- _Work to be completed_:
Copy out each line in the listing below where the word "Caddesi" appears.

---- Records for processing

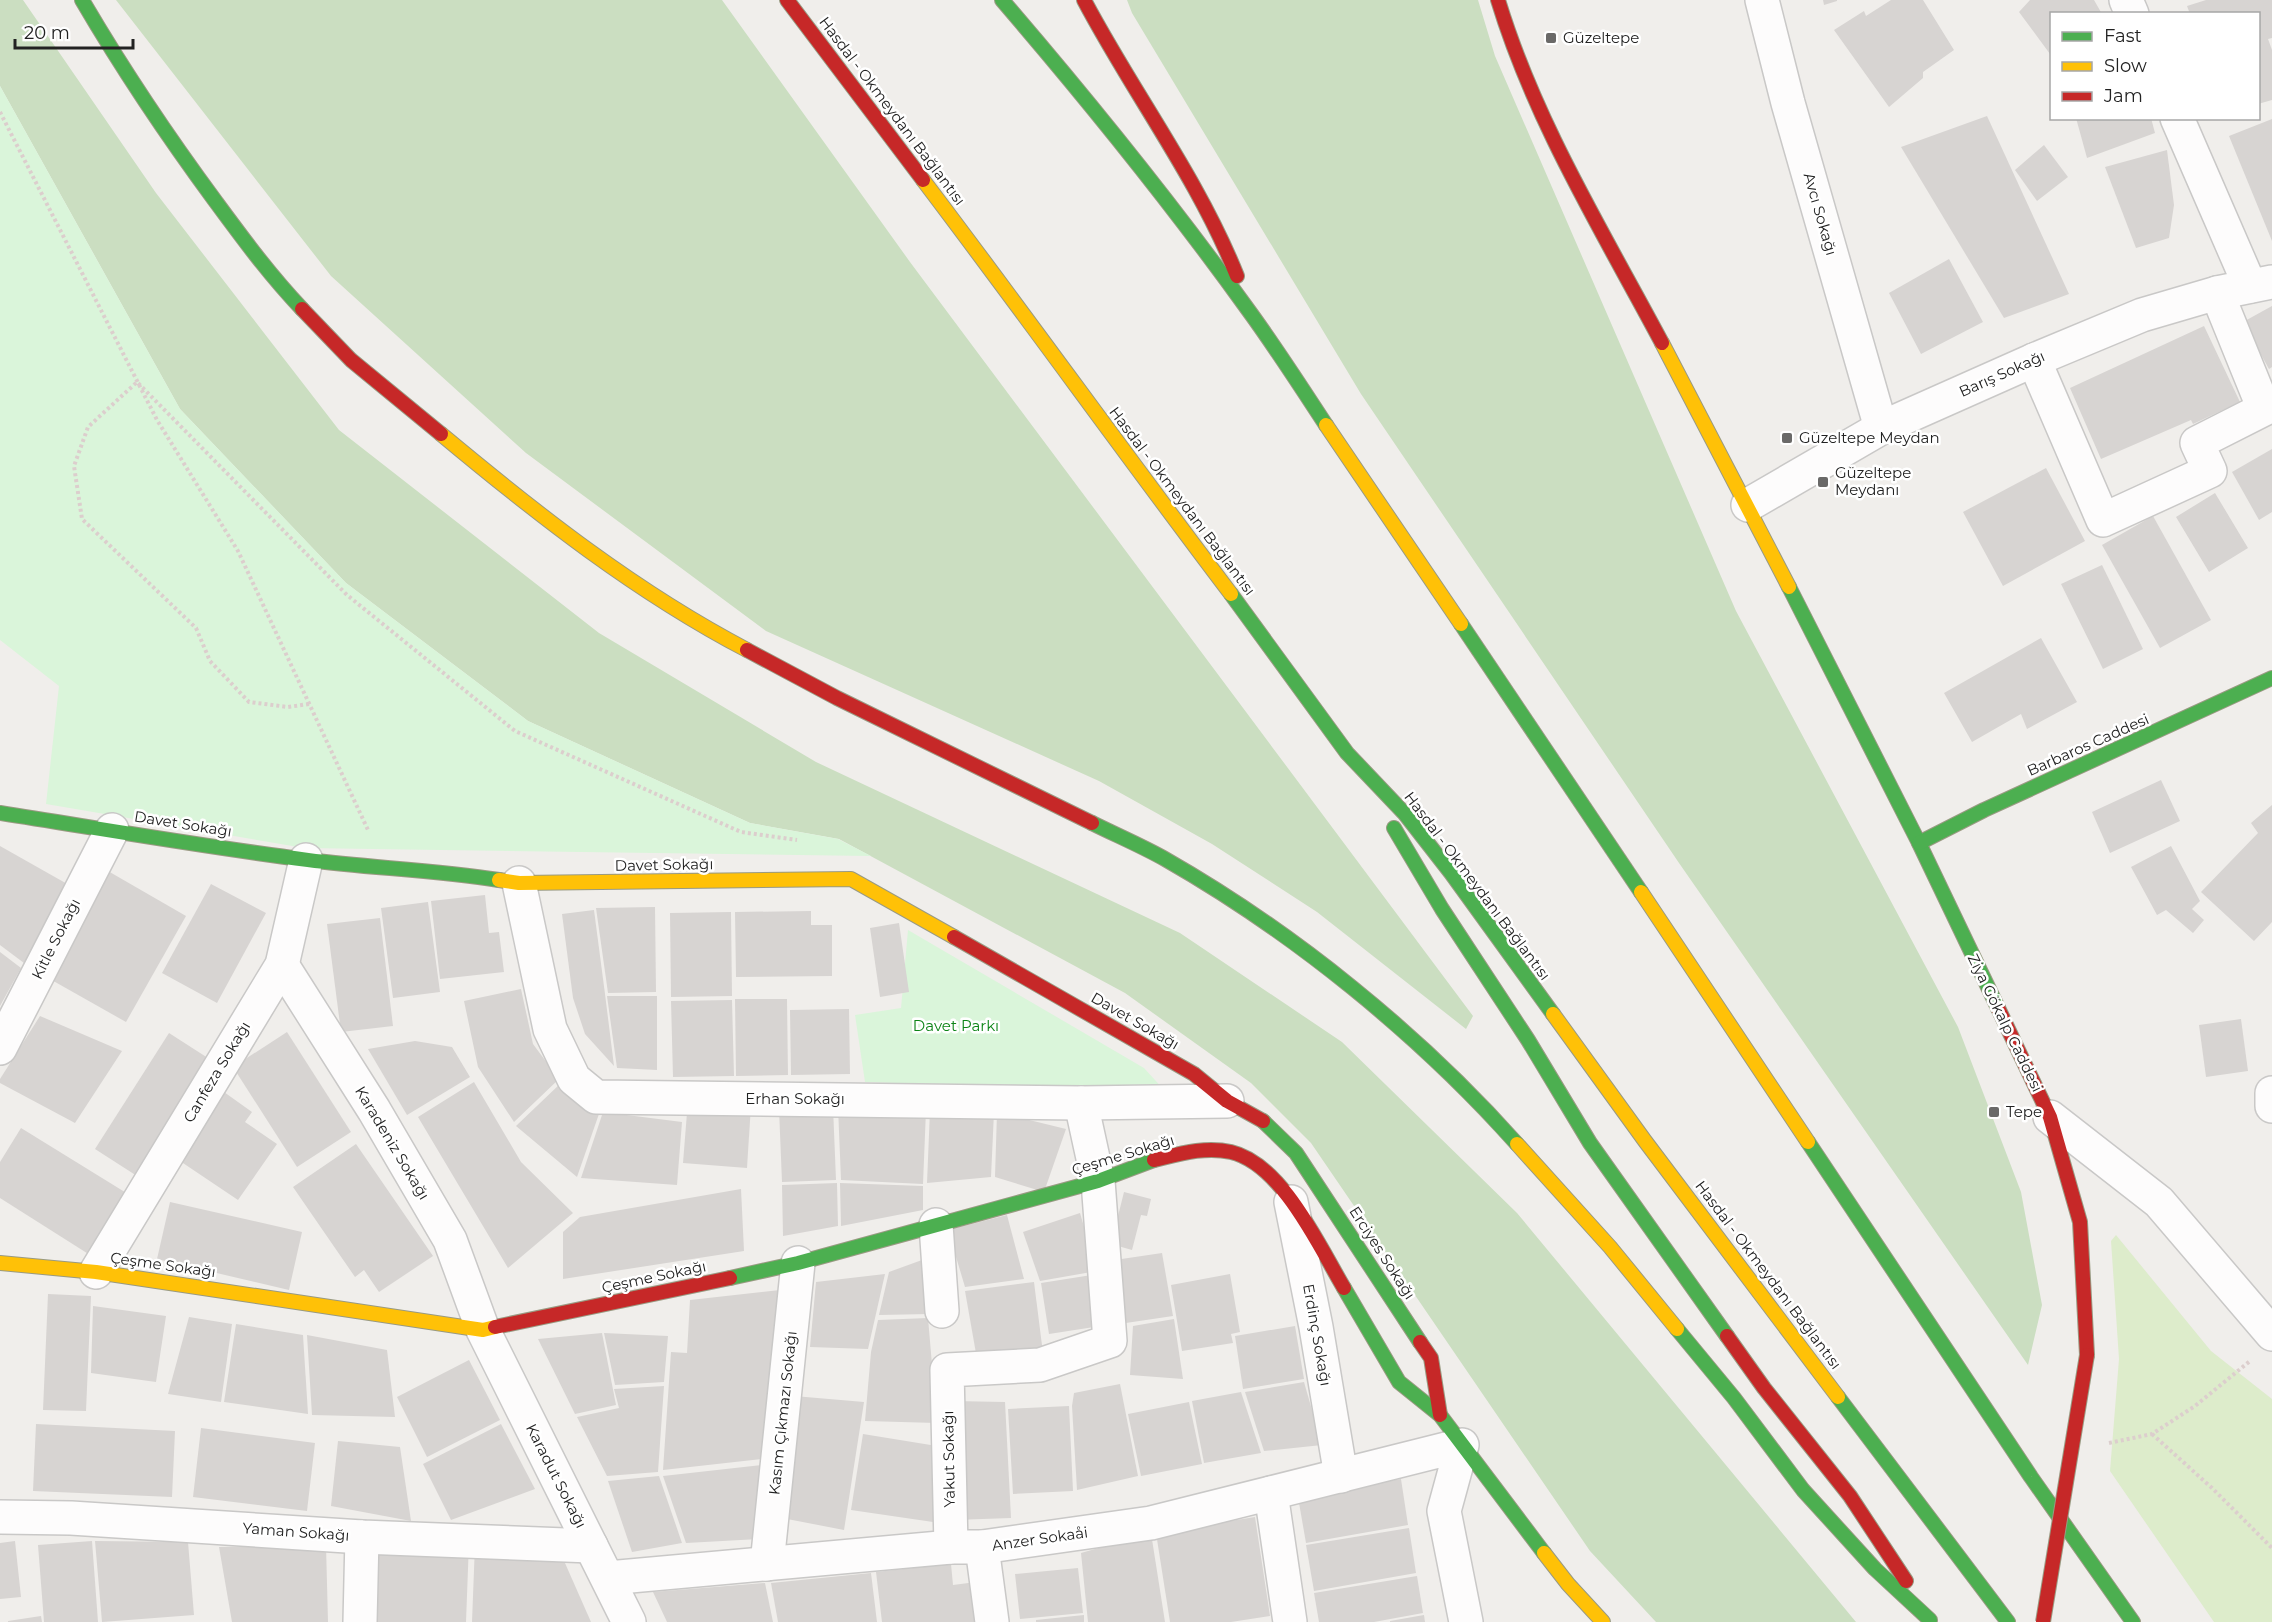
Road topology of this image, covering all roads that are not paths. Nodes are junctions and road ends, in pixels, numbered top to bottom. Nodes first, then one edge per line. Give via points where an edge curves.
1 (82, 0) edge
2 (787, 0) edge
3 (1002, 0) edge
4 (1084, 0) edge
5 (1498, 0) edge
6 (1762, 0) edge
7 (2178, 120) edge
8 (2261, 284) edge
9 (2217, 293) junction
10 (1250, 312) junction
11 (2034, 360) junction
12 (1881, 428) junction
13 (1748, 505) junction
14 (2272, 678) edge
15 (1347, 753) junction
16 (0, 813) edge
17 (112, 830) junction
18 (1919, 843) junction
19 (306, 860) junction
20 (519, 883) junction
21 (282, 965) junction
22 (0, 1048) edge
23 (2272, 1094) edge
24 (1227, 1101) junction
25 (1081, 1103) junction
26 (2272, 1106) edge
27 (2049, 1117) junction
28 (1266, 1123) joint
29 (1098, 1181) junction
30 (1289, 1195) junction
31 (936, 1225) junction
32 (0, 1263) edge
33 (798, 1263) junction
34 (96, 1272) junction
35 (942, 1311) dead end
36 (483, 1330) junction
37 (2272, 1334) edge
38 (1440, 1416) junction
39 (1462, 1445) junction
40 (1341, 1476) junction
41 (1271, 1493) junction
42 (0, 1517) edge
43 (362, 1537) junction
44 (591, 1546) junction
45 (966, 1547) junction
46 (767, 1564) junction
47 (608, 1578) junction
48 (1931, 1621) edge
49 (360, 1622) edge
50 (629, 1622) edge
51 (992, 1622) edge
52 (1290, 1622) edge
53 (1466, 1622) edge
54 (1603, 1622) edge
55 (2008, 1622) edge
56 (2043, 1622) edge
57 (2133, 1622) edge

1 - 48 main road via 181,154 271,276 351,360 533,510 637,584 729,641 1165,859 1256,917 1338,977 1424,1049 1486,1109 1610,1246 1811,1499 1875,1569
2 - 15 main road, Hasdal - Okmeydanı Bağlantısı
3 - 10 main road via 1169,204
4 - 10 main road via 1223,239
5 - 13 main road, Ziya Gökalp Caddesi via 1541,116
6 - 12 street, Avcı Sokağı
7 - 8 street
8 - 9 street, Barış Sokağı
9 - 11 street, Barış Sokağı via 2142,315
9 - 11 street via 2264,409 2197,443 2210,471 2103,520
10 - 57 main road via 2031,1477
11 - 12 street, Barış Sokağı
12 - 13 street, Barış Sokağı
13 - 18 main road, Ziya Gökalp Caddesi
14 - 18 main road, Barbaros Caddesi
15 - 48 main road via 1590,1143 1758,1378 1850,1496
15 - 55 main road, Hasdal - Okmeydanı Bağlantısı via 1405,814 1451,873 1652,1150
16 - 17 main road, Davet Sokağı
17 - 19 main road, Davet Sokağı
17 - 22 street, Kitle Sokağı
18 - 27 main road, Ziya Gökalp Caddesi
19 - 20 main road, Davet Sokağı via 455,873
19 - 21 street, Canfeza Sokağı
20 - 24 main road, Davet Sokağı via 851,879 1194,1074
20 - 25 street, Erhan Sokağı via 550,1029 574,1079 596,1097
21 - 34 street, Canfeza Sokağı
21 - 36 street, Karadeniz Sokağı via 450,1240
23 - 26 street
24 - 25 street, Erhan Sokağı
24 - 28 main road, Davet Sokağı
25 - 29 street
27 - 37 street, Ziya Gökalp Caddesi via 2159,1202
27 - 56 main road, bridge via 2080,1222 2087,1355
28 - 38 main road, Erciyes Sokağı via 1296,1153 1431,1358
29 - 30 main road, Çeşme Sokağı via 1195,1150 1232,1152 1265,1169
29 - 31 main road, Çeşme Sokağı
29 - 45 street, Yakut Sokağı via 1110,1341 1040,1365 947,1370
30 - 38 main road, Erciyes Sokağı via 1399,1382
30 - 40 street, Erdinç Sokağı
31 - 33 main road, Çeşme Sokağı
31 - 35 street
32 - 34 main road, Çeşme Sokağı
33 - 36 main road, Çeşme Sokağı
33 - 46 street, Kasım Çıkmazı Sokağı
34 - 36 main road, Çeşme Sokağı
36 - 44 street, Karadut Sokağı
38 - 39 main road, Erciyes Sokağı
39 - 40 street, Anzer Sokaåi
39 - 53 street via 1444,1511
39 - 54 main road, Erciyes Sokağı via 1568,1584
40 - 41 street, Anzer Sokaåi
41 - 45 street, Anzer Sokaåi via 1151,1523
41 - 52 street
42 - 43 street, Yaman Sokağı
43 - 44 street, Yaman Sokağı
43 - 49 street
44 - 47 street, Karadut Sokağı
45 - 46 street, Anzer Sokaåi
45 - 51 street, Yakut Sokağı
46 - 47 street, Anzer Sokaåi
47 - 50 street, Karadut Sokağı

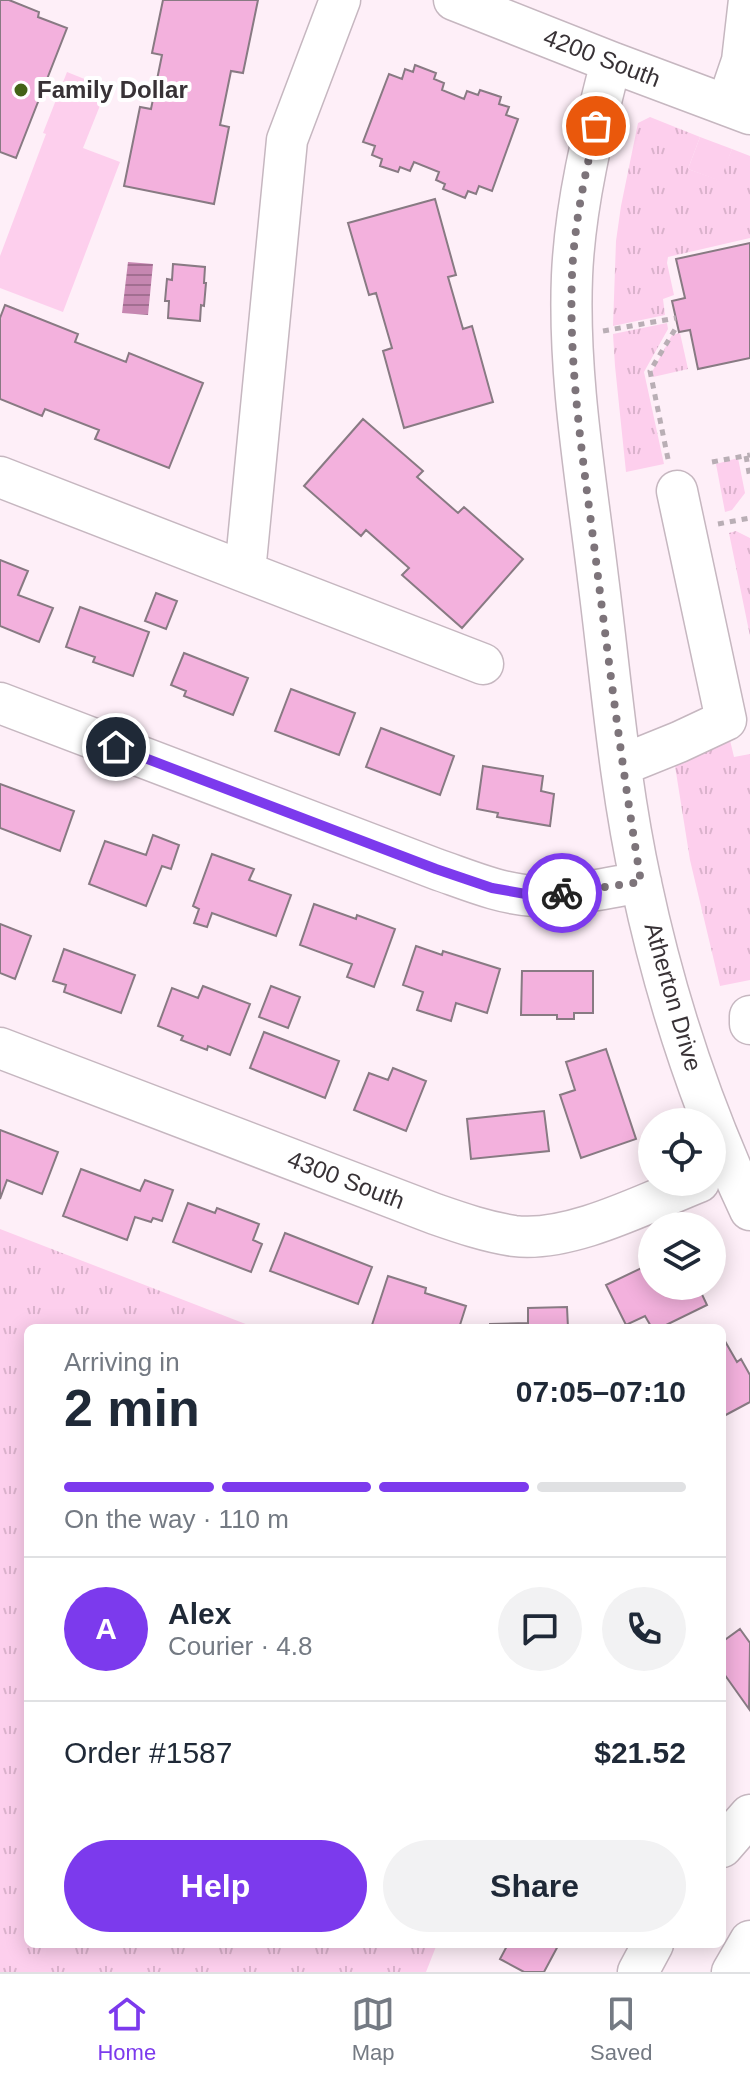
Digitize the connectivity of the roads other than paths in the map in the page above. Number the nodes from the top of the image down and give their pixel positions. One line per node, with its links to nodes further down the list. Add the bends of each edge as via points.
1 (340, 0): 8 (street, via 287,140)
2 (454, 0): 4 (street, 4200 South)
3 (749, 0): 5 (street)
4 (611, 62): 5 (street, 4200 South); 12 (street, Atherton Drive, via 584,184 572,313 576,394)
5 (738, 110)
6 (0, 477): 8 (street)
7 (674, 480): 11 (street)
8 (245, 572): 9 (street)
9 (483, 664)
10 (0, 703): 13 (street, via 492,888 537,896)
11 (738, 718): 12 (street)
12 (622, 765): 13 (street, Atherton Drive)
13 (641, 882): 17 (street, Atherton Drive)
14 (750, 1016): 15 (street)
15 (750, 1024)
16 (0, 1048): 19 (street, 4300 South, via 475,1227 544,1236 572,1231)
17 (704, 1108)
18 (726, 1187): 20 (street, Atherton Drive)
19 (662, 1196)
20 (750, 1210)
21 (750, 1815): 22 (street)
22 (726, 1842)
23 (750, 1941): 26 (street)
24 (651, 1948): 25 (street)
25 (638, 1972)
26 (732, 1972)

--------

- _Written response_:
5 - 13 main road, Ziya Gökalp Caddesi via 1541,116
13 - 18 main road, Ziya Gökalp Caddesi
14 - 18 main road, Barbaros Caddesi
18 - 27 main road, Ziya Gökalp Caddesi
27 - 37 street, Ziya Gökalp Caddesi via 2159,1202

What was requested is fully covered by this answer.